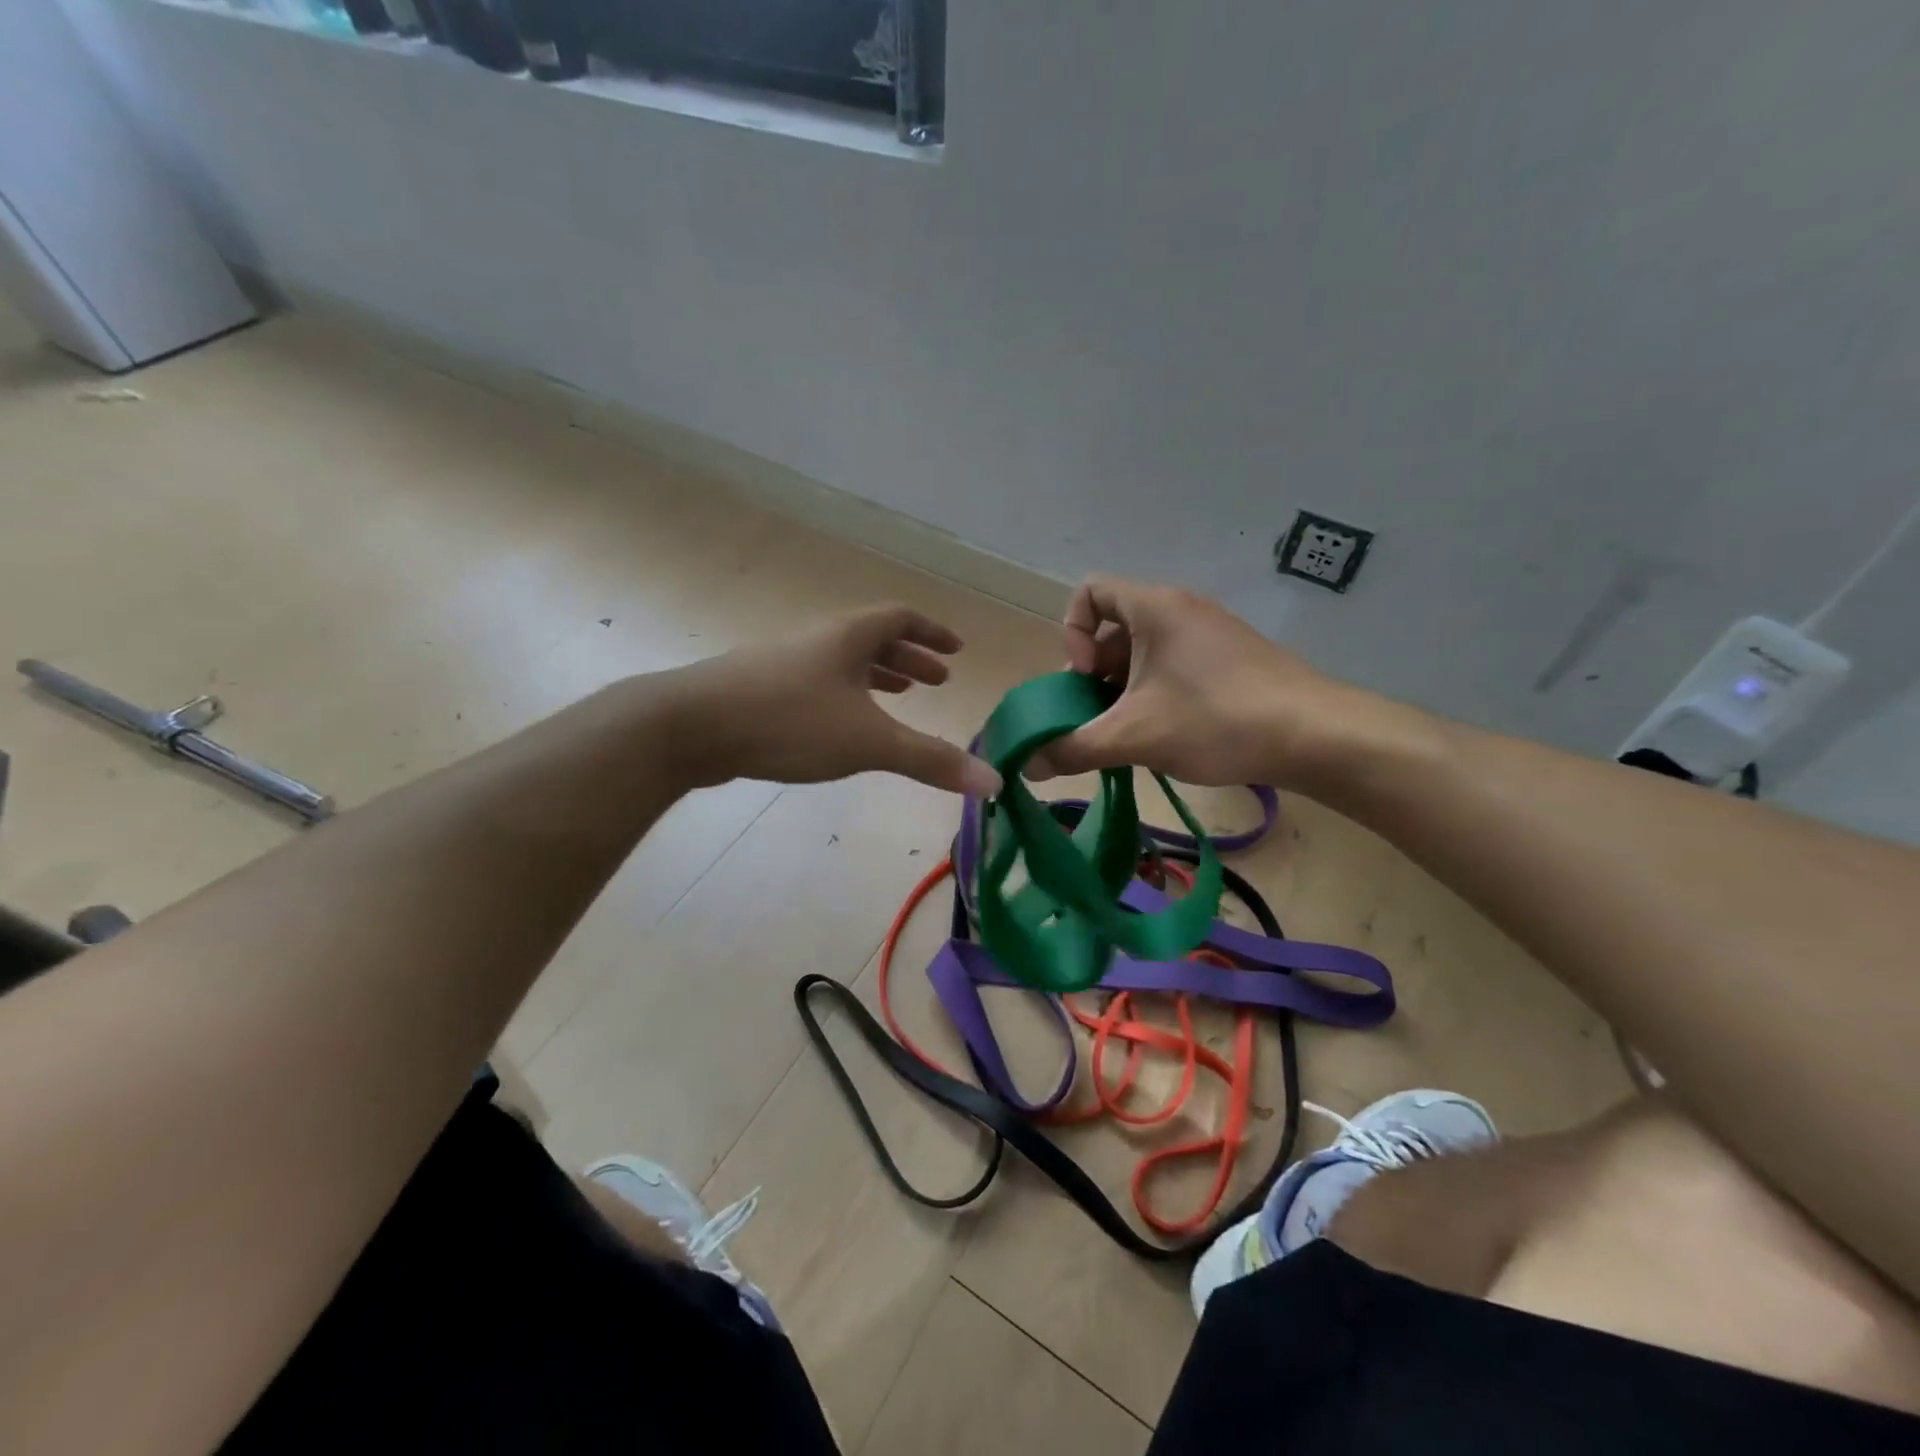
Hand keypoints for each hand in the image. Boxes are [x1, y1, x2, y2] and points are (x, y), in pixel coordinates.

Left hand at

:::

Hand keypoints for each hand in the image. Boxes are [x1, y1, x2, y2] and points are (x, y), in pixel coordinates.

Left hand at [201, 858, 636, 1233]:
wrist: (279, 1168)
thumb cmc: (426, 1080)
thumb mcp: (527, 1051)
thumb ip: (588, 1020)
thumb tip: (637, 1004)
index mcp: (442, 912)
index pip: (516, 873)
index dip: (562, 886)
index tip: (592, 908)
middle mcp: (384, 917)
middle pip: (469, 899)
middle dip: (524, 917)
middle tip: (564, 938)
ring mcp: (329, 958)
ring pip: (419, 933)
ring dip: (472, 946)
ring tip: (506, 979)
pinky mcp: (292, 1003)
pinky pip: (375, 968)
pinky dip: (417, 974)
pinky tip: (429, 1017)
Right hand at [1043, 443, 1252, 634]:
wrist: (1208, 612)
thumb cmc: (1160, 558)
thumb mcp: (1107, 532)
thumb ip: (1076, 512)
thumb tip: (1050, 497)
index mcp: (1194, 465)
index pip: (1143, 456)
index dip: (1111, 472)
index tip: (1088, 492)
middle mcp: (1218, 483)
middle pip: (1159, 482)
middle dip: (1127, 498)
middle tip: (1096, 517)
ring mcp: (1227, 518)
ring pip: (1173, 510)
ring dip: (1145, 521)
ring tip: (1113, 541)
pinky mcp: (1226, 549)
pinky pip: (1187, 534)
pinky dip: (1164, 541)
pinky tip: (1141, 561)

:::

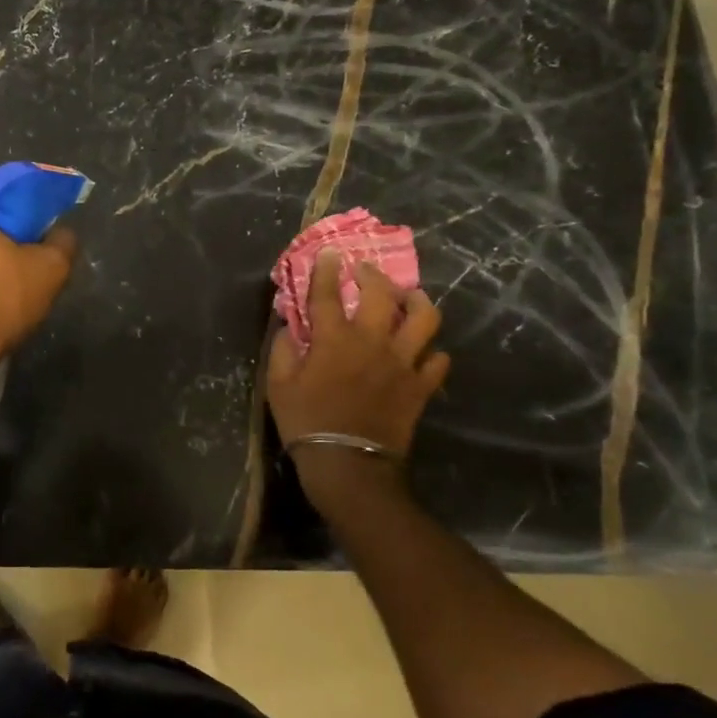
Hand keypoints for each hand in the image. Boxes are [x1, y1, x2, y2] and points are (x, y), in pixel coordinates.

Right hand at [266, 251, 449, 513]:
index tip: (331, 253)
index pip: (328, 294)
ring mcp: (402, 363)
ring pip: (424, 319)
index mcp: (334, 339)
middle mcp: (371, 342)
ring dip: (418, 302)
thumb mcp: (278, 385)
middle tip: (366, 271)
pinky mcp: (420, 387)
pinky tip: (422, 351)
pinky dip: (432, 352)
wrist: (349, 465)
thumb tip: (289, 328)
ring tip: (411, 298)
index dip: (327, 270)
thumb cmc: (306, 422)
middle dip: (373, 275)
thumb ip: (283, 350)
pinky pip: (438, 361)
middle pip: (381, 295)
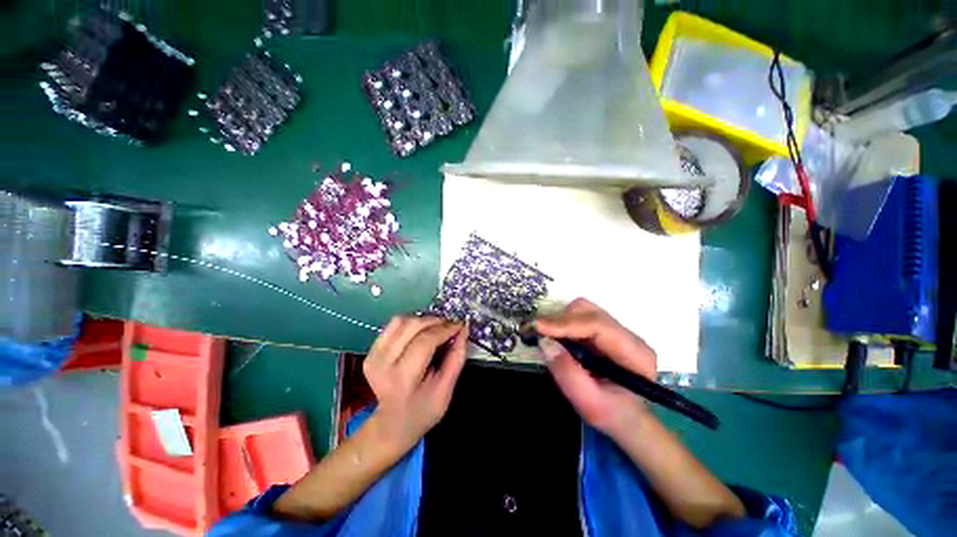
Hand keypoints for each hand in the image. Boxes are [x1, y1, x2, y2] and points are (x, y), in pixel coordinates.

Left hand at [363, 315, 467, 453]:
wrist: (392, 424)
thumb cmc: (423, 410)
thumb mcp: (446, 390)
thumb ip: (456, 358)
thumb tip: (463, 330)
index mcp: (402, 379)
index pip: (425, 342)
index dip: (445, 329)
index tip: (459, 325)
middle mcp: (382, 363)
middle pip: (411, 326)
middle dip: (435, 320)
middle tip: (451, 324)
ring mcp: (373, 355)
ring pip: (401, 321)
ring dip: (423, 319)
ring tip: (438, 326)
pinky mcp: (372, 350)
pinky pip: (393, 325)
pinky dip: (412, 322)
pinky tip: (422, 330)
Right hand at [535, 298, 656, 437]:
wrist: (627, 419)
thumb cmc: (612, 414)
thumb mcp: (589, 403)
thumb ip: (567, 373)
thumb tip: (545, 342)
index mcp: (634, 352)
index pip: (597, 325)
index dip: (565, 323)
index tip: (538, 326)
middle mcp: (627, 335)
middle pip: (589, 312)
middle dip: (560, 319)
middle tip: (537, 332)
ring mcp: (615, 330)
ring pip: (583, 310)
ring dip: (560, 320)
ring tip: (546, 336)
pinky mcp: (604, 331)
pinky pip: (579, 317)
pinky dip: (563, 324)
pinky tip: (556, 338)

:::

> [What to do]: In the entries above, please find the line with "index mcp: (402, 379)" and the line with "pinky tip: (556, 338)", then write out exactly those two lines and every line between them, and nothing more.

> [Answer for this exercise]:
index mcp: (402, 379)
index pip: (425, 342)
index dip: (445, 329)
index tip: (459, 325)
middle mcp: (382, 363)
middle pip: (411, 326)
middle dip: (435, 320)
middle tip: (451, 324)
ring mcp: (373, 355)
ring pip: (401, 321)
ring dip: (423, 319)
ring tip: (438, 326)
pinky mcp: (372, 350)
pinky pip: (393, 325)
pinky dip: (412, 322)
pinky tip: (422, 330)
Right hand at [535, 298, 656, 437]:
wrist: (627, 419)
thumb cmc: (612, 414)
thumb mcp: (589, 403)
thumb ip: (567, 373)
thumb tip: (545, 342)
index mcp: (634, 352)
index pip: (597, 325)
index dip: (565, 323)
index tip: (538, 326)
middle mcp: (627, 335)
middle pip: (589, 312)
middle dip: (560, 319)
middle tip: (537, 332)
ring mcp: (615, 330)
ring pip: (583, 310)
ring dip: (560, 320)
ring tip: (546, 336)
pinky mcp: (604, 331)
pinky pip: (579, 317)
pinky dip: (563, 324)
pinky tip: (556, 338)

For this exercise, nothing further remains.